Central Bank Stance Suggests Continued Downside in Swiss Franc
NEW YORK ( TheStreet) -- Price moves in the euro/Swiss franc foreign exchange pair have been relatively steady since the Swiss National Bank (SNB) enacted its 1.20 price floor toward the end of 2011.
Initially, these measures were enacted to stall gains in the rapidly appreciating Swiss franc, prevent deflation and provide a means for keeping the country's export-driven economy from falling into recession. With only one brief foray below the 1.20 level since then, long positions in the EUR/CHF have proven to be one of the surest bets in the forex markets for the last two years.
But the next question for EUR/CHF traders, and those holding the CurrencyShares Swiss Franc Trust ETF (FXF), centers on the timeline for when this price floor will be removed. Since 2011, the Swiss currency has rarely moved in relation to macroeconomic fundamentals, so at this stage it is clear that the next real trend will depend on the intentions of the SNB.
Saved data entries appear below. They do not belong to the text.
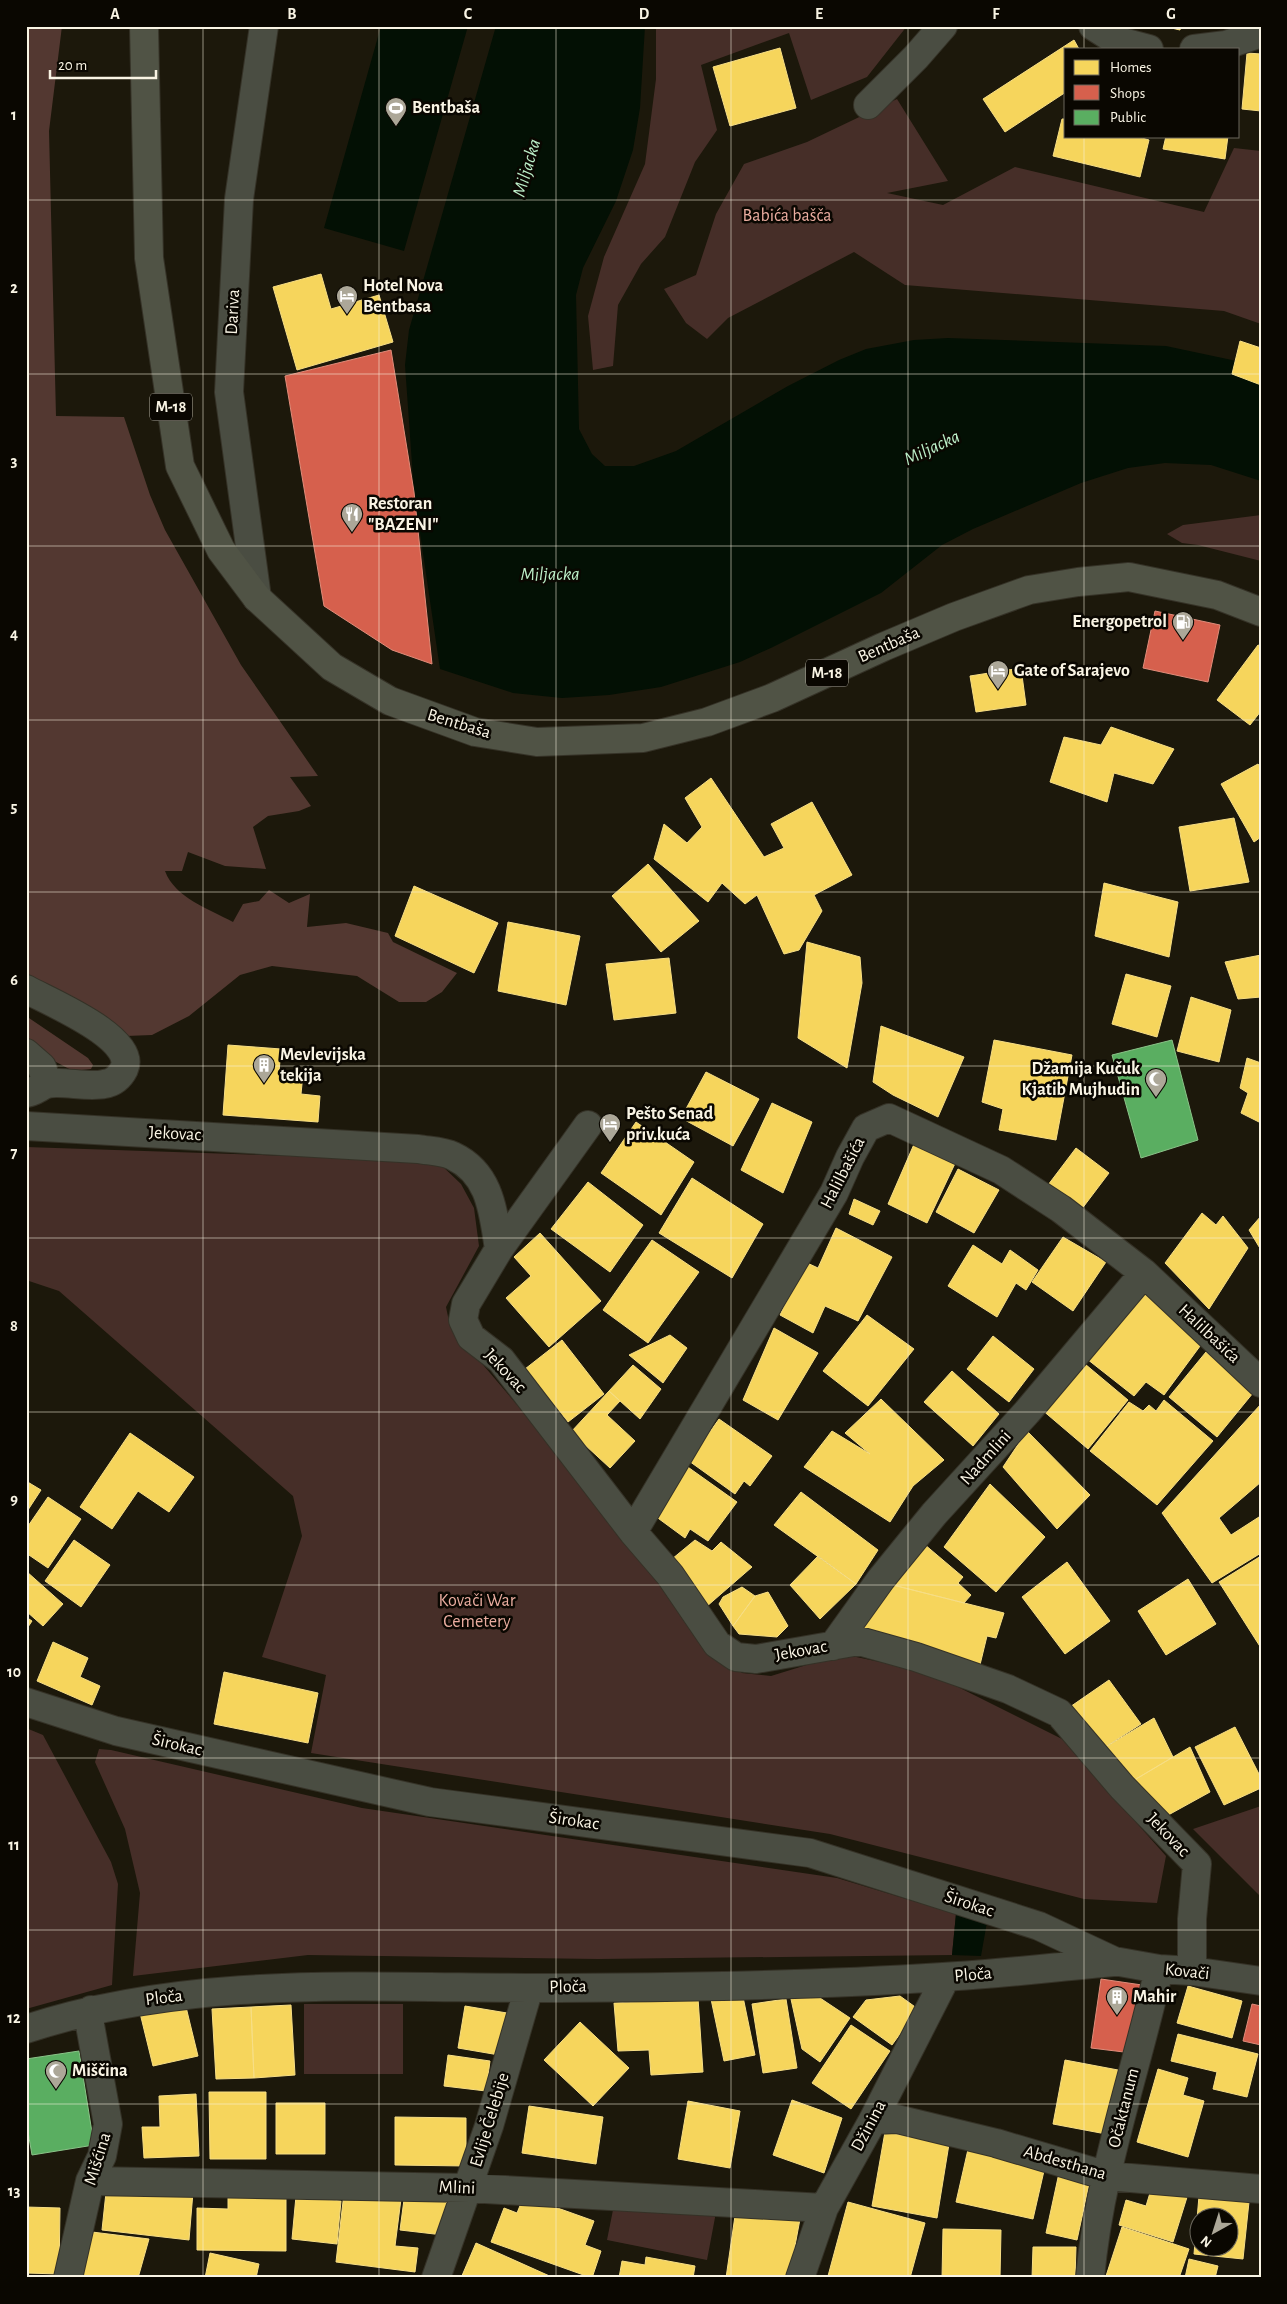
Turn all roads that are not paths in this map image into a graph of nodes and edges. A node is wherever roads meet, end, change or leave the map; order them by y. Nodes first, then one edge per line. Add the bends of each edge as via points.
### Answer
1 (144, 26) edge
2 (264, 26) edge
3 (943, 26) edge
4 (1093, 26) edge
5 (1261, 33) edge
6 (1146, 48) edge
7 (1202, 48) edge
8 (868, 105) dead end
9 (257, 598) junction
10 (1261, 612) edge
11 (26, 990) edge
12 (26, 1053) edge
13 (37, 1088) edge
14 (588, 1125) dead end
15 (26, 1126) edge
16 (499, 1249) junction
17 (1144, 1272) junction
18 (1261, 1383) edge
19 (633, 1532) junction
20 (833, 1646) junction
21 (26, 1702) edge
22 (1114, 1962) junction
23 (1158, 1969) junction
24 (1192, 1971) junction
25 (946, 1977) junction
26 (1261, 1981) edge
27 (526, 1988) junction
28 (91, 2010) junction
29 (26, 2029) edge
30 (873, 2120) junction
31 (1107, 2176) junction
32 (90, 2181) junction
33 (468, 2188) junction
34 (1261, 2189) edge
35 (824, 2208) junction
36 (68, 2278) edge
37 (436, 2278) edge
38 (800, 2278) edge
39 (1090, 2278) edge

1 - 9 main road, Bentbaša / M-18 via 149,258 180,466 221,550
2 - 9 street, Dariva via 239,199 229,392
3 - 8 street
4 - 6 street via 1115,40
5 - 7 street via 1226,45
9 - 10 main road, Bentbaša / M-18 via 332,667 390,701 475,732 537,742 644,738 707,722 772,698 936,624 1029,590 1129,577 1216,595
11 - 13 street via 107,1034 121,1047 126,1066 120,1077 105,1084
12 - 13 street via 42,1067
14 - 16 street, Jekovac
15 - 16 street, Jekovac via 418,1148 452,1155 475,1169 491,1200
16 - 19 street, Jekovac via 466,1304 463,1320 470,1336 501,1360
17 - 18 street, Halilbašića
17 - 19 street, Halilbašića via 1061,1209 1001,1170 889,1118 866,1128 834,1193
17 - 20 street, Nadmlini via 1027,1412 934,1514 881,1579
19 - 20 street, Jekovac via 670,1575 717,1644 736,1657 756,1659
20 - 24 street, Jekovac via 859,1641 885,1647 1008,1689 1059,1713 1122,1787 1197,1864
21 - 22 street, Širokac via 116,1731 430,1802 810,1853 1039,1926
22 - 23 street, Kovači
22 - 25 street, Ploča
23 - 24 street, Kovači
23 - 31 street, Očaktanum
24 - 26 street, Kovači
25 - 27 street, Ploča via 816,1984
25 - 30 street, Džinina
27 - 28 street, Ploča via 239,1989 122,2003
27 - 33 street, Evlije Čelebije via 505,2071
28 - 29 street, Ploča
28 - 32 street, Mišćina via 90,2025 108,2124 102,2156
30 - 31 street, Abdesthana via 906,2121 996,2143
30 - 35 street, Džinina
31 - 34 street, Abdesthana
31 - 39 street, Očaktanum via 1092,2249
32 - 33 street, Mlini
32 - 36 street, Mišćina
33 - 35 street, Mlini
33 - 37 street, Evlije Čelebije
35 - 38 street, Džinina

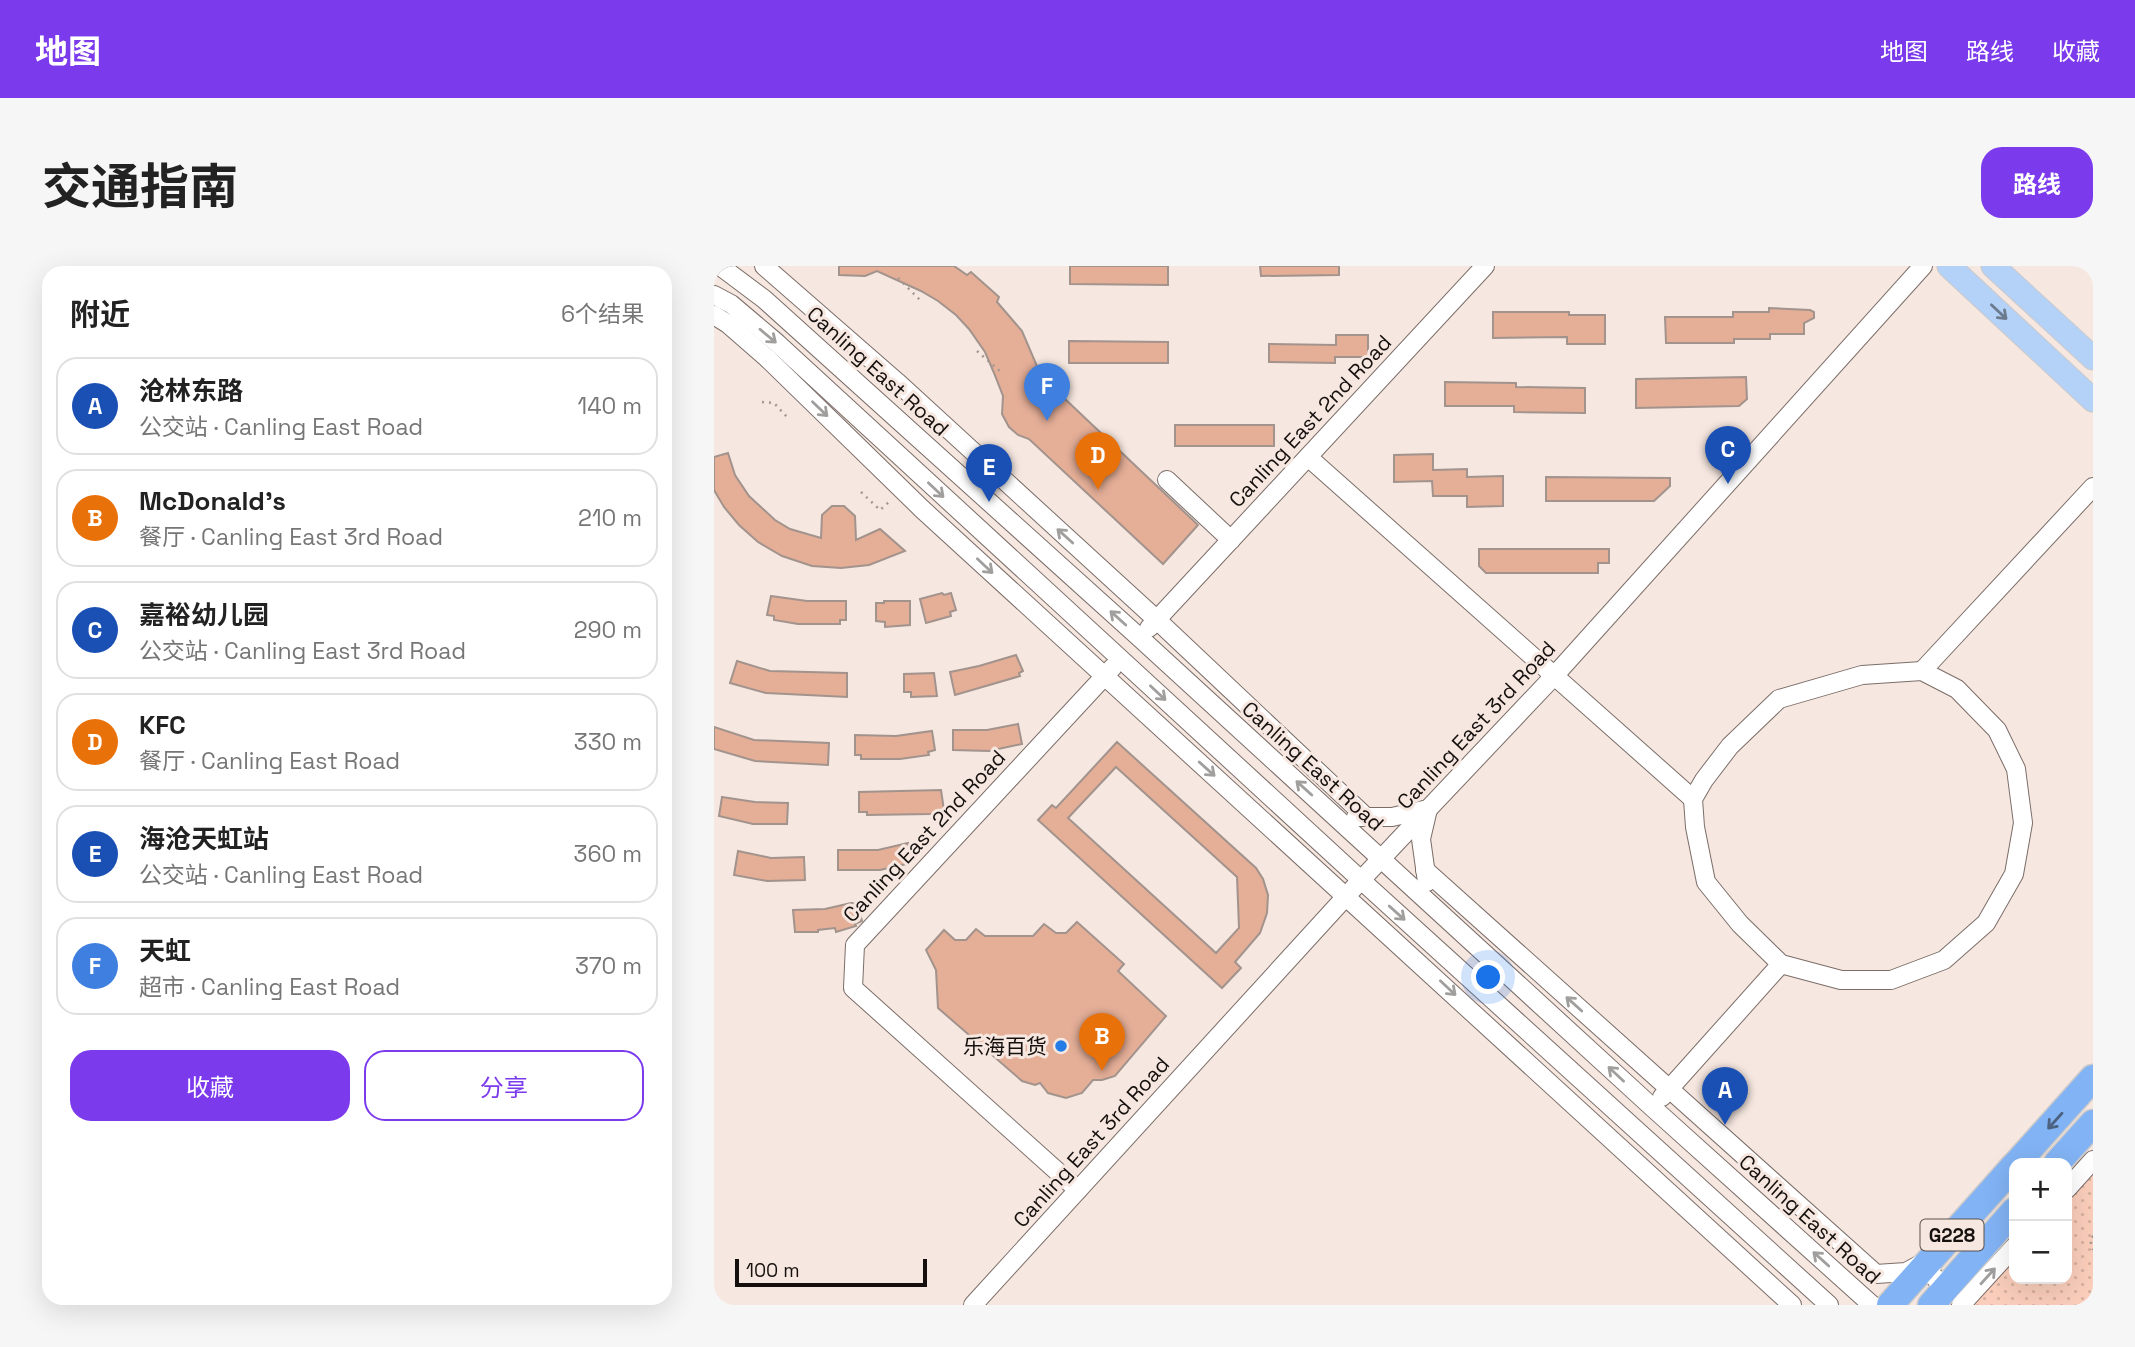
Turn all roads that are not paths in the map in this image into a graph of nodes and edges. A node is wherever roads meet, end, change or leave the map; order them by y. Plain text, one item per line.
1 (720, 266) edge
2 (764, 266) edge
3 (1485, 266) edge
4 (1923, 266) edge
5 (1949, 266) edge
6 (1993, 266) edge
7 (714, 295) edge
8 (714, 316) edge
9 (2093, 358) edge
10 (2093, 400) edge
11 (1308, 457) junction
12 (1167, 480) dead end
13 (2093, 487) edge
14 (1231, 540) junction
15 (1157, 620) junction
16 (1140, 638) junction
17 (1120, 659) junction
18 (1922, 671) junction
19 (1555, 675) junction
20 (1104, 676) junction
21 (1693, 799) junction
22 (1428, 809) junction
23 (1334, 816) junction
24 (1366, 817) junction
25 (1382, 859) junction
26 (1425, 870) junction
27 (1361, 880) junction
28 (1347, 896) junction
29 (1432, 903) junction
30 (1781, 964) junction
31 (2093, 1078) edge
32 (1669, 1089) junction
33 (1653, 1108) junction
34 (2093, 1123) edge
35 (2021, 1158) edge
36 (2062, 1158) edge
37 (2093, 1160) edge
38 (2009, 1172) edge
39 (2072, 1183) edge
40 (1078, 1190) junction
41 (2009, 1217) edge
42 (2009, 1252) edge
43 (1932, 1258) junction
44 (1956, 1277) junction
45 (973, 1305) edge
46 (1792, 1305) edge
47 (1829, 1305) edge
48 (1872, 1305) edge
49 (1890, 1305) edge
50 (1931, 1305) edge
51 (1961, 1305) edge

16 -> 1 street, Canling East Road
15 -> 2 street
3 - 11 street, Canling East 2nd Road
4 - 19 street, Canling East 3rd Road
5 -> 10 main road
6 - 9 main road
7 -> 17 street
8 -> 20 street
11 - 14 street, Canling East 2nd Road
11 - 19 street
12 - 14 street
13 - 18 street
14 - 15 street, Canling East 2nd Road
15 - 16 street, Canling East 2nd Road
15 - 24 street
23 -> 16 street, Canling East Road
17 - 20 street, Canling East 2nd Road
17 -> 27 street
18 - 21 street
18 - 30 street
19 - 21 street
19 - 22 street, Canling East 3rd Road
20 -> 28 street
20 - 40 street, Canling East 2nd Road
21 - 30 street
22 - 24 street
22 - 25 street, Canling East 3rd Road
22 - 26 street
23 - 24 street
23 - 25 street, Canling East Road
25 - 27 street, Canling East 3rd Road
25 - 29 street, Canling East Road
26 - 29 street
32 -> 26 street
27 - 28 street, Canling East 3rd Road
27 -> 47 street
28 - 40 street, Canling East 3rd Road
28 -> 46 street
33 -> 29 street, Canling East Road
30 - 32 street
31 -> 35 highway, G228
32 - 33 street
32 - 43 street
48 -> 33 street, Canling East Road
34 - 36 highway
37 - 39 street
38 - 43 highway, G228
40 - 45 street, Canling East 3rd Road
41 - 44 highway, G228
51 -> 42 street
43 - 44 street
43 - 49 highway, G228
44 - 50 highway, G228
SNB CommentsEarly clues have already been seen this week, as SNB Vice President Jean-Pierre Danthine made public comments suggesting the EUR/CHF price floor will be removed once interest rate conditions start to normalize. Removal of the EUR/CHF price floor would almost certainly send the Swiss franc to new long-term highs (which means new lows in the EUR/CHF currency pair). But when we look at the additional details provided by Danthine, it becomes clear that the franc will not see rapid appreciation any time soon. Specifically, Danthine said the SNB will not be in a position to restrict minimum exchange rates once the central bank finally moves into the tightening phase of its rate cycle. But he went on to say that maintaining the price floor in the current environment continues to be a central priority for the central bank, and that it is unlikely we will see any changes in interest rates until 2015. Benchmark interest rates in Switzerland have already been cut to zero, so the overriding bias at the SNB is clearly geared toward accommodative policies. So, while instruments like the CurrencyShares Euro Trust ETF (FXE) should continue to outperform the Swiss franc during this period, it is also important to remember that this is not a permanent trade. House and apartment prices in Switzerland have surged in the last few years, as loose policy settings at the SNB enabled banks to offer cheap mortgages. The SNB has hinted that a housing bubble might be forming, and the government has already started requiring banks to retain larger amounts of capital as a buffer in preventing excessive loan defaults. If borrowers are, in fact, over-extending themselves, real problems could be seen if the market is not prepared for a rising interest rate environment.